Baumgartner, perdita e memoria nell’ultimo romanzo di Paul Auster
«Sono diventato vecchio, ma siccome le giornate passavano in fretta, nel complesso mi sento ancora giovane, e finché riesco ancora a tenere una matita in mano e a vedere la frase che ho davanti, immagino che continuerò con lo stesso tran-tran che seguo dal mattino del mio arrivo qui. E se poi verrà il momento in cui non potrò più continuare, non dovrò fare altro che alzarmi e andarmene».
Paul Auster “si è alzato e se n’è andato”, lasciando ai lettori quello che sembra, a tutti gli effetti, un libro-testamento.
Il ritorno alla narrativa, dopo sei anni dal successo di 4321 (Einaudi, 2018), si manifesta attraverso un libro breve ma intenso, colmo di riferimenti a opere precedenti e tematiche già largamente esplorate. Uscito a novembre 2023, Baumgartner è stato pubblicato da Einaudi (con la traduzione di Cristiana Mennella) a poca distanza dall’uscita negli Stati Uniti.
Professore di filosofia all’Università di Princeton, Seymour “Sy” Baumgartner, settantenne e vedovo da dieci anni, cerca di fare i conti ancora una volta, nonostante il tempo passato, con la perdita di Anna, sua moglie, travolta da un’onda anomala durante una vacanza a Cape Cod. Quando il lettore lo incontra, Sy ha appena interrotto la stesura di una monografia sugli pseudonimi di Kierkegaard per iniziare la ricerca di un libro da cui trarre una citazione. Questa azione innesca una catena di fatti accidentali che porterà il protagonista ad aprire le porte della sua psiche: una scatola dei ricordi in cui gran parte dello spazio è occupato dalla vita passata con Anna.

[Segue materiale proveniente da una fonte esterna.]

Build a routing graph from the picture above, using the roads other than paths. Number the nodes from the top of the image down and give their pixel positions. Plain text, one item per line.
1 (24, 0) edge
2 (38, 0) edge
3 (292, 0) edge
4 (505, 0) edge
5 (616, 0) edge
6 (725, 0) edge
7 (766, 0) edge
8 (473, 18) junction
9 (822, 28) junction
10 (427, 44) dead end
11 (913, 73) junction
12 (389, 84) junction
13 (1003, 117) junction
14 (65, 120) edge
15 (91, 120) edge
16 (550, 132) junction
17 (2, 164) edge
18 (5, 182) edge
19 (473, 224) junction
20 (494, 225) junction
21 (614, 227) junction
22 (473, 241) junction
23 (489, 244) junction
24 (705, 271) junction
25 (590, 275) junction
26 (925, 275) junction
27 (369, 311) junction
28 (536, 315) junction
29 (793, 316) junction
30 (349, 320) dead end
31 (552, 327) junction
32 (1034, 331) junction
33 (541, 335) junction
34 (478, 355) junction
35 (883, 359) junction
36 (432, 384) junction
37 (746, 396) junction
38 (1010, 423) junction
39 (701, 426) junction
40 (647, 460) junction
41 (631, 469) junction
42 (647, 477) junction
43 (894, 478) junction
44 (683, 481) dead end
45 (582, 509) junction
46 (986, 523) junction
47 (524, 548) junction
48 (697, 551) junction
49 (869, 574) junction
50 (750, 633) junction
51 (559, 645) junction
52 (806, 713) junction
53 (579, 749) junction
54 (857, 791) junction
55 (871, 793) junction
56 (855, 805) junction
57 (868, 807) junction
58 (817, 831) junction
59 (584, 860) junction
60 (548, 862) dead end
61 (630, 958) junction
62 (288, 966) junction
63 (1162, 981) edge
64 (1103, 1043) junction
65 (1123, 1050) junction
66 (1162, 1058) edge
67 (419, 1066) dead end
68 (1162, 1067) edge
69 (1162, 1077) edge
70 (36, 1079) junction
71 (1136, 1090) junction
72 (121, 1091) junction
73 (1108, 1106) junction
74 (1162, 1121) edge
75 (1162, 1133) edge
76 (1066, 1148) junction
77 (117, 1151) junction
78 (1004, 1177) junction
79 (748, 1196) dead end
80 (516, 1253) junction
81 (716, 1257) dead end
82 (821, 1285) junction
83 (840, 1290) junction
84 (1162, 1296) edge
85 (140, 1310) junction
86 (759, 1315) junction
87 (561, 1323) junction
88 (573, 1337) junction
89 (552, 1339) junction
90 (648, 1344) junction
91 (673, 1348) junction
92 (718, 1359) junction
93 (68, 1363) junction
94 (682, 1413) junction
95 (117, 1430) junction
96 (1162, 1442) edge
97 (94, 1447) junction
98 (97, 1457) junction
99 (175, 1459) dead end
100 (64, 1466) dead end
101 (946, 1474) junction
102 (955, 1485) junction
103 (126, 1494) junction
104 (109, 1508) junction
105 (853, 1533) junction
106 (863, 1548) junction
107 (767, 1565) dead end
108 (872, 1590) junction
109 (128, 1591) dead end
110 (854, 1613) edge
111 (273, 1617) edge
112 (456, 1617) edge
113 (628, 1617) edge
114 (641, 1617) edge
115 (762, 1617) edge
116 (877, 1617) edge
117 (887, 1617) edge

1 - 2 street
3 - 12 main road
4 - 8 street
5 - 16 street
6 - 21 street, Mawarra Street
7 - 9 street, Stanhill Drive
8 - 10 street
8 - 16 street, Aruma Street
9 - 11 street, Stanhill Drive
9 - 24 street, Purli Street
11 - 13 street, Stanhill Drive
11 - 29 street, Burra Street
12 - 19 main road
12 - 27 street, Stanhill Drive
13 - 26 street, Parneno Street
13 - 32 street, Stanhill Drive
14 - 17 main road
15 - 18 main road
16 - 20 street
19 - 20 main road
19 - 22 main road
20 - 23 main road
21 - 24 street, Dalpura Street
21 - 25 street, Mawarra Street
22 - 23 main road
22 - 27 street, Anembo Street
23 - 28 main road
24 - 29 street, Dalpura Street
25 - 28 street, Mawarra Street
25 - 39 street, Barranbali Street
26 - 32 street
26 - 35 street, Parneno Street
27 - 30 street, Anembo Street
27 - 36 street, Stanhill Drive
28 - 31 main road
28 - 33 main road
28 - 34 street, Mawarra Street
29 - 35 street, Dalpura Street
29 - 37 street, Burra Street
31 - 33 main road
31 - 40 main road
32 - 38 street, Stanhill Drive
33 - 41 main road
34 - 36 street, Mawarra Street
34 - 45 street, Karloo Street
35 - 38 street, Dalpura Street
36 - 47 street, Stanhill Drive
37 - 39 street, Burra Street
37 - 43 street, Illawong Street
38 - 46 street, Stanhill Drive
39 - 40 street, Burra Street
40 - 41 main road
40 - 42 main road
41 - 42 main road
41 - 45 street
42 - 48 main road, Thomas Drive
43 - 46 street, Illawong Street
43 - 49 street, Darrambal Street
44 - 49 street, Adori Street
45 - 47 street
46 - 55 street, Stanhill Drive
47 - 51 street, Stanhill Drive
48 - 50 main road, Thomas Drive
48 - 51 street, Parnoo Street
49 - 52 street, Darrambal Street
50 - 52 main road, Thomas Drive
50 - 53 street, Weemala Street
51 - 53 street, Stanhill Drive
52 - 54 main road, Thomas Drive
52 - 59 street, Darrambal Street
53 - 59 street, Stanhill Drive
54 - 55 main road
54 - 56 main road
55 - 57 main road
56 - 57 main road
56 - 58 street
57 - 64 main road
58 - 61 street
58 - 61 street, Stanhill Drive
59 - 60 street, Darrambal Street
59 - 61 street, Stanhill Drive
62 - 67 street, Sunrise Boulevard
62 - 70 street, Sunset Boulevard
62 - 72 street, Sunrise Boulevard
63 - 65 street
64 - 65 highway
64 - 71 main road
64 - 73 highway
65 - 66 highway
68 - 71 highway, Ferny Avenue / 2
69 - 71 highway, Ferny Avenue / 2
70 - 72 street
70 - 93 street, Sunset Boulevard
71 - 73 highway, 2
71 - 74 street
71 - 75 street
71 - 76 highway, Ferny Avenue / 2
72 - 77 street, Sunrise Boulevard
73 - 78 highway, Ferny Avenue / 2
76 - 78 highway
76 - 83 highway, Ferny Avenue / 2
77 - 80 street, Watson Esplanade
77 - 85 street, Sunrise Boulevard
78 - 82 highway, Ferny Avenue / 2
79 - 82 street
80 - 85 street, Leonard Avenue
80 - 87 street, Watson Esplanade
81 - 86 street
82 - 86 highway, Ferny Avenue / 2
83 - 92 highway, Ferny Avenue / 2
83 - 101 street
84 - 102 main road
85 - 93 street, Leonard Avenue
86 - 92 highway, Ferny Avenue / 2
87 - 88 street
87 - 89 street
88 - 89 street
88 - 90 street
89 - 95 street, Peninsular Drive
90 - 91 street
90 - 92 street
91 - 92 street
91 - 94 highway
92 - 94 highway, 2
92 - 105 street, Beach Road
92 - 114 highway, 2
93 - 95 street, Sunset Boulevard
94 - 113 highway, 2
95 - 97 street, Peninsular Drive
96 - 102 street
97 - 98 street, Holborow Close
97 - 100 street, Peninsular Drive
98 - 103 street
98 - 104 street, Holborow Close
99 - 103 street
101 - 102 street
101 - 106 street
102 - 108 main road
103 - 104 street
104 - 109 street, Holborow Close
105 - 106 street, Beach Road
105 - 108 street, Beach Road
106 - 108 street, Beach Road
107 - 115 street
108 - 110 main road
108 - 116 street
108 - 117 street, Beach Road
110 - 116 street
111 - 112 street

«Mi manca, tutto qui. Era l’unica persona al mondo che io abbia mai amato, e ora devo trovare un modo per continuare a vivere senza di lei».
Baumgartner soppesa la sua esistenza, tracciando un solco tra la sua vita prima e dopo Anna. A volte dimentica che sia morta. Mette in ordine i pensieri e, al contempo, tutto ciò che di lei resta tangibile: prime bozze di traduzioni pubblicate, poesie, lettere, romanzi allo stato embrionale; materiale che l’autore inserisce per spezzare il flusso dei ricordi, ma che allo stesso tempo contribuisce a scavare più a fondo nella memoria del protagonista.
Anna Blume, già protagonista di Nel paese delle ultime cose (scritto nel 1987, in Italia pubblicato nel 2018 dalla casa editrice Einaudi, così come tutti gli altri titoli dell’autore), comparsa anche in Moon Palace (1997) e in Viaggi nello scriptorium (2008), non rappresenta l’unico collegamento con le precedenti opere di Auster. In Baumgartner, i richiami sono molteplici: dai telefoni che, squillando, segnano un momento di svolta come in Trilogia di New York (2014), alla tematica del lutto, della quale ha già scritto in diverse occasioni. Il libro delle illusioni (2002) si costruisce attorno al dolore provato dal professore David Zimmer in seguito alla morte di moglie e figli; ciò ricorre anche in 4321, in cui Archie Ferguson sperimenta la perdita e la devastazione vivendo quattro possibili scenari esistenziali. Vi sono poi il luogo natio – Newark – un frammento di vita newyorkese e il cognome da nubile della madre del protagonista: Auster. Non mancano anche il ruolo dello scrittore e il potere salvifico della letteratura.
La narrazione non sequenziale degli eventi asseconda il ritmo dei pensieri del protagonista, che inciampa tra casualità e allucinazioni, come il ticchettio dei tasti della macchina da scrivere di sua moglie o lo squillo “fantasma” del telefono staccato al cui capo opposto c’è Anna, confinata in un «Grande Nulla» nel quale si trova proprio a causa di Sy e del suo perpetuo ricordare.
«Non ha idea di come succeda, né capisce perché sia in grado di parlargli in questo momento, sa soltanto che tra i vivi e i morti c’è un legame, e che un legame profondo come quello che c’era tra loro quando lei era in vita può proseguire anche dopo la morte».
La fotografia di Teun Hocks (Untitled n.249) scelta da Einaudi per la copertina dell’edizione italiana comunica perfettamente ciò che si trova all’interno: un personaggio con un occhio al presente – rappresentato dal giornale – ma che allo stesso tempo tiene aperta una fessura sulla memoria passata.
Un romanzo dalla forte componente elegiaca, autentico e commovente, che induce a interrogarsi sul potere della reminiscenza, sulla fugacità dei ricordi e su ciò che resta di un individuo quando si confronta con la morte. Nella prosa di Auster non c’è pesantezza, né autocommiserazione, ma delicatezza e gratitudine. E anche un pizzico di speranza.